Polyleven – Fast Pythonic Levenshtein Library

Author:

Fujimoto Seiji

Published:

2018-12-15

Updated:

2021-02-05

Copyright:

This document has been placed in the public domain.

1. Introduction

Polyleven is a Levenshtein distance library for Python, with a special attention to efficiency.

The basic idea behind this library is that we can gain the best of different algorithms by switching between them depending on the kinds of input strings.

2. How to Install

2.1. PyPI

$ pip install polyleven

2.2. Source Distribution

2.3. GIT Repository

$ git clone https://github.com/fujimotos/polyleven

3. Usage

3.1. Basic Usage

Polyleven provides a single interface function levenshtein().

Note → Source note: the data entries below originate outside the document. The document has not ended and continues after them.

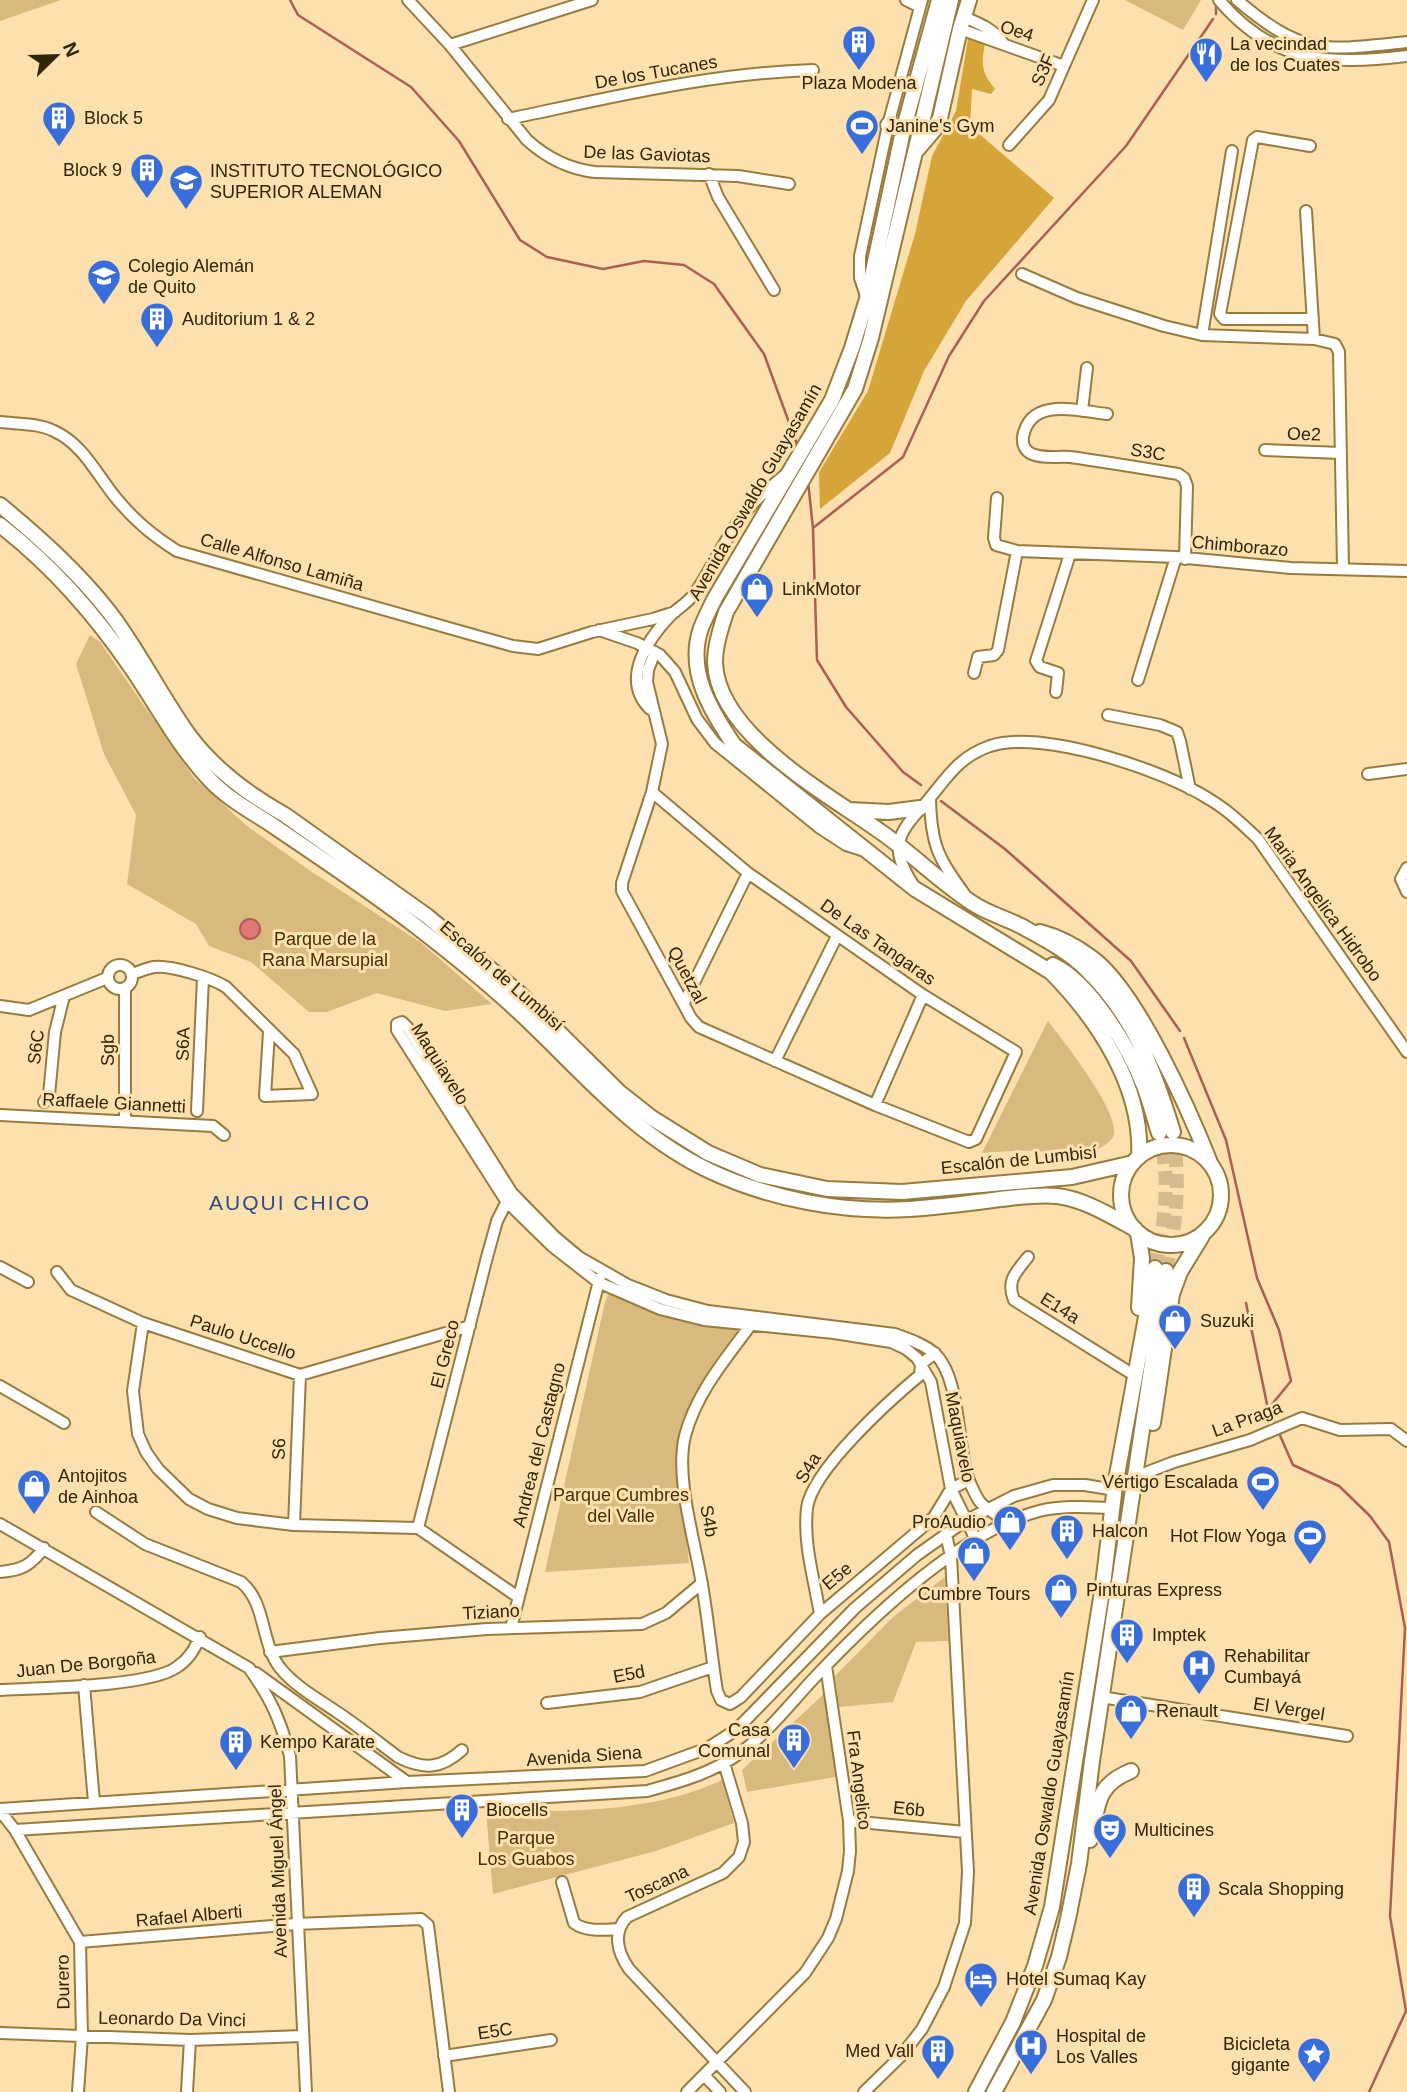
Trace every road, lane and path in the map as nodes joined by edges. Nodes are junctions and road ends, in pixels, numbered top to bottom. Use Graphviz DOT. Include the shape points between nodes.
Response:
graph roads {
  1 [pos="408,0"];
  2 [pos="592,0"];
  3 [pos="906,0"];
  4 [pos="939,0"];
  5 [pos="951,0"];
  6 [pos="969,0"];
  7 [pos="1093,0"];
  8 [pos="1219,0"];
  9 [pos="1237,0"];
  10 [pos="921,3"];
  11 [pos="962,23"];
  12 [pos="1407,42"];
  13 [pos="450,45"];
  14 [pos="1407,56"];
  15 [pos="1064,66"];
  16 [pos="813,69"];
  17 [pos="508,120"];
  18 [pos="888,125"];
  19 [pos="903,131"];
  20 [pos="1009,145"];
  21 [pos="1310,146"];
  22 [pos="1232,151"];
  23 [pos="914,154"];
  24 [pos="709,174"];
  25 [pos="789,184"];
  26 [pos="1306,211"];
  27 [pos="1022,274"];
  28 [pos="774,290"];
  29 [pos="867,299"];
  30 [pos="1313,319"];
  31 [pos="1202,335"];
  32 [pos="1314,339"];
  33 [pos="1087,368"];
  34 [pos="1082,411"];
  35 [pos="1107,414"];
  36 [pos="0,422"];
  37 [pos="1265,450"];
  38 [pos="1341,453"];
  39 [pos="800,465"];
  40 [pos="997,498"];
  41 [pos="0,505"];
  42 [pos="0,525"];
  43 [pos="1017,551"];
  44 [pos="1070,554"];
  45 [pos="1181,558"];
  46 [pos="1343,568"];
  47 [pos="1407,571"];
  48 [pos="675,612"];
  49 [pos="599,630"];
  50 [pos="651,649"];
  51 [pos="974,673"];
  52 [pos="1138,680"];
  53 [pos="1056,692"];
  54 [pos="1108,715"];
  55 [pos="1407,769"];
  56 [pos="1368,774"];
  57 [pos="1189,789"];
  58 [pos="652,792"];
  59 [pos="928,800"];
  60 [pos="849,810"];
  61 [pos="897,844"];
  62 [pos="872,853"];
  63 [pos="1407,868"];
  64 [pos="748,873"];
  65 [pos="915,889"];
  66 [pos="1407,892"];
  67 [pos="969,901"];
  68 [pos="1022,927"];
  69 [pos="837,936"];
  70 [pos="1013,947"];
  71 [pos="132,974"];
  72 [pos="107,978"];
  73 [pos="203,978"];
  74 [pos="125,988"];
  75 [pos="923,995"];
  76 [pos="64,996"];
  77 [pos="684,1003"];
  78 [pos="0,1006"];
  79 [pos="269,1032"];
  80 [pos="1407,1052"];
  81 [pos="775,1061"];
  82 [pos="44,1102"];
  83 [pos="875,1105"];
  84 [pos="197,1111"];
  85 [pos="0,1115"];
  86 [pos="125,1117"];
  87 [pos="224,1135"];
  88 [pos="976,1139"];
  89 [pos="1136,1160"];
  90 [pos="1211,1165"];
  91 [pos="509,1197"];
  92 [pos="1136,1231"];
  93 [pos="1204,1233"];
  94 [pos="1028,1257"];
  95 [pos="0,1267"];
  96 [pos="57,1272"];
  97 [pos="600,1276"];
  98 [pos="28,1282"];
  99 [pos="754,1320"];
  100 [pos="144,1323"];
  101 [pos="470,1326"];
  102 [pos="935,1353"];
  103 [pos="945,1370"];
  104 [pos="1129,1372"];
  105 [pos="923,1373"];
  106 [pos="300,1375"];
  107 [pos="0,1386"];
  108 [pos="64,1423"];
  109 [pos="1407,1441"];
  110 [pos="1139,1475"];
  111 [pos="969,1480"];
  112 [pos="1115,1488"];
  113 [pos="951,1489"];
  114 [pos="988,1508"];
  115 [pos="1113,1508"];
  116 [pos="96,1513"];
  117 [pos="1130,1513"];
  118 [pos="965,1521"];
  119 [pos="0,1524"];
  120 [pos="1004,1524"];
  121 [pos="294,1525"];
  122 [pos="418,1528"];
  123 [pos="946,1534"];
  124 [pos="976,1540"];
  125 [pos="44,1548"];
  126 [pos="951,1557"];
  127 [pos="0,1572"];
  128 [pos="702,1583"];
  129 [pos="518,1597"];
  130 [pos="820,1614"];
  131 [pos="511,1628"];
  132 [pos="200,1637"];
  133 [pos="270,1651"];
  134 [pos="826,1666"];
  135 [pos="713,1667"];
  136 [pos="249,1668"];
  137 [pos="83,1685"];
  138 [pos="0,1690"];
  139 [pos="1101,1697"];
  140 [pos="547,1703"];
  141 [pos="730,1704"];
  142 [pos="1347,1736"];
  143 [pos="462,1750"];
  144 [pos="724,1763"];
  145 [pos="1131,1771"];
  146 [pos="407,1782"];
  147 [pos="292,1790"];
  148 [pos="94,1802"];
  149 [pos="0,1810"];
  150 [pos="294,1813"];
  151 [pos="849,1821"];
  152 [pos="15,1830"];
  153 [pos="965,1832"];
  154 [pos="1079,1864"];
  155 [pos="562,1882"];
  156 [pos="296,1924"];
  157 [pos="618,1929"];
  158 [pos="80,1942"];
  159 [pos="0,2033"];
  160 [pos="82,2036"];
  161 [pos="303,2036"];
  162 [pos="190,2040"];
  163 [pos="551,2040"];
  164 [pos="444,2056"];
  165 [pos="716,2063"];
  166 [pos="704,2075"];
  167 [pos="306,2087"];
  168 [pos="78,2092"];
  169 [pos="187,2092"];
  170 [pos="313,2092"];
  171 [pos="449,2092"];
  172 [pos="687,2092"];
  173 [pos="720,2092"];
  174 [pos="745,2092"];
  175 [pos="864,2092"];
  176 [pos="976,2092"];
  177 [pos="994,2092"];
  1 -- 13 [label="street, De las Gaviotas"];
  2 -- 13 [label="street"];
  3 -- 10 [label="street"];
  4 -- 19 [label="main road, Avenida Oswaldo Guayasamín"];
  5 -- 23 [label="main road, Avenida Oswaldo Guayasamín"];
  6 -- 11 [label="main road"];
  7 -- 15 [label="street, S3F"];
  8 -- 14 [label="street" via="1256,35 1297,55 1345,61"];
  9 -- 12 [label="street" via="1278,32 1314,46"];
  10 -- 18 [label="street"];
  11 -- 15 [label="street, Oe4" via="992,42"];
  11 -- 23 [label="main road" via="940,118"];
  13 -- 17 [label="street, De las Gaviotas"];
  15 -- 20 [label="street, S3F" via="1049,100"];
  16 -- 17 [label="street, De los Tucanes" via="672,84"];
  17 -- 24 [label="street, De las Gaviotas" via="541,153 574,170"];
  18 -- 19 [label="main road"];
  18 -- 29 [label="street" via="860,256 860,278"];
  19 -- 29 [label="main road, Avenida Oswaldo Guayasamín"];
  21 -- 30 [label="street" via="1253,140 1220,314 1224,319"];
  22 -- 31 [label="street"];
  23 -- 39 [label="main road, Avenida Oswaldo Guayasamín" via="855,389"];
  24 -- 25 [label="street, De las Gaviotas"];
  24 -- 28 [label="street"];
  26 -- 30 [label="street"];
  27 -- 31 [label="street" via="1077,298"];
  29 -- 39 [label="main road, Avenida Oswaldo Guayasamín" via="832,400"];
  30 -- 32 [label="street"];
  31 -- 32 [label="street"];
  32 -- 38 [label="street" via="1335,344 1339,352"];
  33 -- 34 [label="street"];
  34 -- 35 [label="street"];
  34 -- 45 [label="street, S3C" via="1042,411 1026,430 1027,451 1035,456 1066,457 1184,478 1188,486"];
  36 -- 49 [label="street, Calle Alfonso Lamiña" via="39,426 61,435 90,461 138,523 177,551 513,646 547,648"];
  37 -- 38 [label="street, Oe2"];
  38 -- 46 [label="street"];
  39 -- 48 [label="street" via="743,514 694,596"];
  39 -- 60 [label="main road, Avenida Oswaldo Guayasamín" via="802,480 726,612 715,664 729,705 748,732"];
  39 -- 62 [label="main road, Avenida Oswaldo Guayasamín" via="715,598 701,629 698,673 715,717 734,745"];
  40 -- 43 [label="street" via="996,545"];
  41 -- 89 [label="main road, Escalón de Lumbisí" via="93,591 188,734 222,772 427,916 519,993 619,1092 708,1153 760,1175 827,1189 902,1192 1072,1177"];
  42 -- 92 [label="main road, Escalón de Lumbisí" via="81,599 211,781 418,928 519,1012 631,1120 671,1149 708,1170 775,1195 835,1206 905,1209 1057,1196 1090,1206"];
  43 -- 44 [label="street, Chimborazo"];
  43 -- 51 [label="street" via="998,650 978,657"];
  44 -- 45 [label="street, Chimborazo"];
  44 -- 53 [label="street" via="1036,661 1058,673"];
  45 -- 46 [label="street, Chimborazo"];
  45 -- 52 [label="street, S3C"];
  46 -- 47 [label="street, Chimborazo"];
  48 -- 49 [label="street, Calle Alfonso Lamiña"];
  48 -- 50 [label="street"];
  49 -- 50 [label="street"];
  50 -- 58 [label="street, Quetzal" via="638,665 643,702 653,711 661,733"];
  50 -- 62 [label="street" via="675,672 697,719 715,743 835,838"];
  54 -- 57 [label="street" via="1177,732"];
  55 -- 56 [label="street"];
  57 -- 59 [label="street, Maria Angelica Hidrobo" via="1140,767 1028,742 991,746 956,765"];
  57 -- 80 [label="street, Maria Angelica Hidrobo" via="1231,813 1258,839"];
  58 -- 64 [label="street, De Las Tangaras"];
  58 -- 77 [label="street, Quetzal" via="622,891"];
  59 -- 60 [label="main road" via="889,812"];
  59 -- 61 [label="street, Maria Angelica Hidrobo"];
  59 -- 67 [label="street" via="934,843"];
  60 -- 61 [label="main road, Avenida Oswaldo Guayasamín"];
  61 -- 65 [label="street" via="901,866"];
  61 -- 67 [label="main road, Avenida Oswaldo Guayasamín"];
  62 -- 65 [label="main road, Avenida Oswaldo Guayasamín"];
  63 -- 66 [label="street" via="1401,879"];
  64 -- 69 [label="street, De Las Tangaras"];
  64 -- 77 [label="street"];
  65 -- 70 [label="main road, Avenida Oswaldo Guayasamín"];
  67 -- 68 [label="main road, Avenida Oswaldo Guayasamín"];
  68 -- 70 [label="main road, Avenida Oswaldo Guayasamín" via="1085,968 1109,993 1156,1076 1166,1132 1129,1055 1095,1002 1060,968"];
  68 -- 90 [label="main road, Avenida Oswaldo Guayasamín" via="1061,938 1094,959 1118,986 1188,1109"];
  69 -- 75 [label="street, De Las Tangaras"];
  69 -- 81 [label="street"];
  70 -- 89 [label="main road, Avenida Oswaldo Guayasamín" via="1051,972 1097,1026 1135,1104 1140,1136"];
  71 -- 72 [label="street" via="124,965 116,965"];
  71 -- 73 [label="street" via="155,967"];
  71 -- 74 [label="street"];
  72 -- 74 [label="street" via="114,988"];
  72 -- 76 [label="street"];
  73 -- 79 [label="street" via="226,987"];
  73 -- 84 [label="street, S6A"];
  74 -- 86 [label="street, Sgb"];
  75 -- 83 [label="street"];
  75 -- 88 [label="street, De Las Tangaras" via="1016,1052"];
  76 -- 78 [label="street" via="29,1010"];
  76 -- 82 [label="street, S6C" via="55,1032 49,1095"];
  77 -- 81 [label="street, Quetzal" via="699,1027"];
  79 -- 79 [label="street" via="265,1096 312,1094 294,1054"];
  81 -- 83 [label="street, Quetzal"];
  83 -- 88 [label="street, Quetzal" via="969,1142"];
  85 -- 86 [label="street, Raffaele Giannetti"];
  86 -- 87 [label="street, Raffaele Giannetti" via="213,1126"];
  89 -- 90 [label="main road" via="1153,1148 1185,1146"];
  89 -- 92 [label="main road" via="1122,1189 1126,1217"];
  90 -- 93 [label="main road" via="1221,1201"];
  91 -- 91 [label="street, Maquiavelo" via="408,1028 398,1023 397,1030"];
  91 -- 97 [label="street, Maquiavelo"];
  91 -- 101 [label="street, El Greco" via="486,1256"];
  92 -- 93 [label="main road" via="1164,1245 1192,1241"];
  92 -- 104 [label="main road, Avenida Oswaldo Guayasamín" via="1142,1289"];
  93 -- 110 [label="main road, Avenida Oswaldo Guayasamín" via="1172,1294 1152,1432"];
  94 -- 104 [label="street, E14a" via="1010,1283 1014,1300"];
  95 -- 98 [label="street"];
  96 -- 100 [label="street, Paulo Uccello" via="71,1290"];
  97 -- 99 [label="street, Maquiavelo" via="666,1300"];
  97 -- 129 [label="street, Andrea del Castagno"];
  99 -- 102 [label="street, Maquiavelo" via="895,1334"];
  99 -- 105 [label="street, Maquiavelo" via="891,1342 906,1349"];
  99 -- 128 [label="street, S4b" via="704,1392 681,1452"];
  100 -- 106 [label="street, Paulo Uccello"];
  100 -- 121 [label="street" via="133,1391 134,1415 146,1452 158,1469 189,1499 208,1509 237,1518"];
  101 -- 106 [label="street, Paulo Uccello"];
  101 -- 122 [label="street, El Greco"];
  102 -- 103 [label="street, Maquiavelo"];
  102 -- 105 [label="street, S4a"];
  103 -- 105 [label="street, S4a"];
  103 -- 111 [label="street, Maquiavelo"];
  104 -- 112 [label="main road, Avenida Oswaldo Guayasamín"];
  105 -- 113 [label="street, Maquiavelo"];
  105 -- 130 [label="street, S4a" via="835,1456 807,1505 806,1534"];
  106 -- 121 [label="street, S6"];
  107 -- 108 [label="street"];
  109 -- 110 [label="street, La Praga" via="1391,1429 1340,1430 1302,1418"];
  110 -- 117 [label="main road, Avenida Oswaldo Guayasamín"];
  111 -- 113 [label="street"];
  111 -- 114 [label="street, Maquiavelo"];
  112 -- 114 [label="street, Avenida Siena" via="1053,1485"];
  112 -- 115 [label="main road, Avenida Oswaldo Guayasamín"];
  112 -- 117 [label="main road, Avenida Oswaldo Guayasamín" via="1161,1269"];
  113 -- 118 [label="street, Maquiavelo"];
  113 -- 130 [label="street, E5e" via="934,1517"];
  114 -- 118 [label="street, Avenida Siena"];
  114 -- 120 [label="street, Maquiavelo"];
  115 -- 120 [label="street" via="1062,1507"];
  115 -- 176 [label="main road, Avenida Oswaldo Guayasamín" via="1052,1907 1013,2022"];
  116 -- 133 [label="street" via="145,1544 241,1582 254,1599"];
  117 -- 139 [label="main road, Avenida Oswaldo Guayasamín"];
  118 -- 123 [label="street, Avenida Siena"];
  118 -- 124 [label="street, Maquiavelo"];
  119 -- 125 [label="street, Avenida Miguel Ángel"];
  120 -- 124 [label="street"];
  121 -- 122 [label="street"];
  122 -- 129 [label="street"];
  123 -- 126 [label="street"];
  123 -- 146 [label="street, Avenida Siena" via="855,1608 749,1719 708,1748 645,1772"];
  124 -- 126 [label="street"];
  125 -- 127 [label="street" via="19,1570"];
  125 -- 132 [label="street, Avenida Miguel Ángel"];
  126 -- 134 [label="street" via="884,1609"];
  126 -- 153 [label="street"];
  128 -- 131 [label="street, Tiziano" via="666,1613 642,1624"];
  128 -- 135 [label="street, S4b"];
  129 -- 131 [label="street, Andrea del Castagno"];
  130 -- 141 [label="street, E5e"];
  131 -- 133 [label="street, Tiziano"];
  132 -- 136 [label="street, Avenida Miguel Ángel"];
  132 -- 137 [label="street, Juan De Borgoña" via="191,1656 160,1677"];
  133 -- 143 [label="street" via="289,1677 404,1760 436,1766"];
  134 -- 144 [label="street" via="759,1737"];
  134 -- 151 [label="street, Fra Angelico"];
  135 -- 140 [label="street, E5d" via="640,1692"];
  135 -- 141 [label="street, S4b" via="719,1696"];
  136 -- 146 [label="street, Avenida Miguel Ángel"];
  136 -- 147 [label="street, Avenida Miguel Ángel" via="281,1723 290,1756"];
  137 -- 138 [label="street, Juan De Borgoña"];
  137 -- 148 [label="street"];
  139 -- 142 [label="street, El Vergel"];
  139 -- 154 [label="main road, Avenida Oswaldo Guayasamín"];
  144 -- 150 [label="street" via="691,1779 647,1791"];
  144 -- 157 [label="street, Toscana" via="742,1823 744,1842 739,1857 723,1873 626,1917"];
  145 -- 154 [label="main road" via="1116,1777 1100,1796"];
  146 -- 147 [label="street, Avenida Siena"];
  147 -- 148 [label="street, Avenida Siena"];
  147 -- 150 [label="street, Avenida Miguel Ángel"];
  148 -- 149 [label="street, Avenida Siena"];
  149 -- 152 [label="street, Durero"];
  150 -- 152 [label="street"];
  150 -- 156 [label="street, Avenida Miguel Ángel"];
  151 -- 153 [label="street, E6b"];
  151 -- 165 [label="street, Fra Angelico" via="848,1871 828,1938 804,1973"];
  152 -- 158 [label="street, Durero"];
  153 -- 175 [label="street" via="965,1923 944,1987 922,2029"];
  154 -- 177 [label="main road, Avenida Oswaldo Guayasamín" via="1044,2000"];
  155 -- 157 [label="street" via="574,1923 603,1931"];
  156 -- 158 [label="street, Rafael Alberti"];
  156 -- 161 [label="street, Avenida Miguel Ángel"];
  156 -- 164 [label="street, Rafael Alberti" via="425,1921"];
  157 -- 165 [label="street, Toscana" via="620,1951 629,1969"];
  158 -- 160 [label="street, Durero"];
  159 -- 160 [label="street, Leonardo Da Vinci"];
  160 -- 162 [label="street, Leonardo Da Vinci"];
  160 -- 168 [label="street, Durero"];
  161 -- 162 [label="street, Leonardo Da Vinci"];
  161 -- 167 [label="street, Avenida Miguel Ángel"];
  162 -- 169 [label="street"];
  163 -- 164 [label="street, E5C"];
  164 -- 171 [label="street"];
  165 -- 166 [label="street, Fra Angelico"];
  165 -- 174 [label="street, Toscana"];
  166 -- 172 [label="street, Fra Angelico"];
  166 -- 173 [label="street"];
  167 -- 170 [label="street, Avenida Miguel Ángel"];
}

You can use this function to measure the similarity of two strings.

>>> from polyleven import levenshtein
>>> levenshtein('aaa', 'ccc')
3

3.2. Advanced Usage

If you only care about distances under a certain threshold, you can pass the max threshold to the third argument.

>>> levenshtein('acc', 'ccc', 1)
1
>>> levenshtein('aaa', 'ccc', 1)
2

In general, you can gain a noticeable speed boost with threshold \(k < 3\).

4. Benchmark

4.1 English Words

To compare Polyleven with other Pythonic edit distance libraries, a million word pairs was generated from SCOWL.

Each library was measured how long it takes to evaluate all of these words. The following table summarises the result:

Function Name

TIME[sec]

SPEED[pairs/s]

edlib

4.763

208216

editdistance

1.943

510450

jellyfish.levenshtein_distance

0.722

1374081

distance.levenshtein

0.623

1591396

Levenshtein.distance

0.500

1982764

polyleven.levenshtein

0.431

2303420

You may notice that edlib and editdistance appear to be slower than other libraries. This is because both internally use Myers’ algorithm for computing the Levenshtein distance.

The idea behind Myers’ algorithm is to use bit parallelism to speed up the computation. In order to perform the computation efficiently, we need to pre-compute a table of bit patterns for each character. For short inputs like English words (the average length is just 7-8 characters), the cost of pre-computation dwarfs the benefit of parallelism.

4.2. Longer Inputs

To evaluate the efficiency for longer inputs, I careted 5000 pairs of random strings of size 16, 32, 64, 128, 256, 512 and 1024.

Each library was measured how fast it can process these entries. [1]

Library

N=16

N=32

N=64

N=128

N=256

N=512

N=1024

edlib

0.040

0.063

0.094

0.205

0.432

0.908

2.089

editdistance

0.027

0.049

0.086

0.178

0.336

0.740

58.139

jellyfish

0.009

0.032

0.118

0.470

1.874

8.877

42.848

distance

0.007

0.029

0.109

0.431

1.726

6.950

27.998

Levenshtein

0.006

0.022

0.085

0.336

1.328

5.286

21.097

polyleven

0.003

0.005

0.010

0.043

0.149

0.550

2.109

You may notice that edlib and editdistance are good at handling longer inputs. Other libraries have a steep cost curve as the string length increases.

The good thing about polyleven is that it can process both short and long inputs efficiently.

4.3. List of Libraries

Library

Version

URL

edlib

v1.2.1

https://github.com/Martinsos/edlib

editdistance

v0.4

https://github.com/aflc/editdistance

jellyfish

v0.5.6

https://github.com/jamesturk/jellyfish

distance

v0.1.3

https://github.com/doukremt/distance

Levenshtein

v0.12

https://github.com/ztane/python-Levenshtein

polyleven

v0.3

https://github.com/fujimotos/polyleven

5. Implementation Note

As of version 0.5, polyleven uses the following heuristics to choose an algorithm:

+===============+    Yes    +---------------------+
||   k = 0     ||---------->| PyUnicode_Compare() |
+===============+           +---------------------+
      | No
      V
+===============+    Yes    +-------------------+
||   k < 4     ||---------->| mbleven algorithm |
+===============+           +-------------------+
      | No
      V
+===============+    Yes    +------------------+
|| len(s) < 65 ||---------->| Myers' algorithm |
+===============+           +------------------+
      | No
      V
+-------------------------------+
| Myers algorithm (with blocks) |
+-------------------------------+

Before 0.4, polyleven used the Wagner-Fischer algorithm for shorter strings, but, alas, it turned out that reasonably optimized Myers’ algorithm almost always performs better.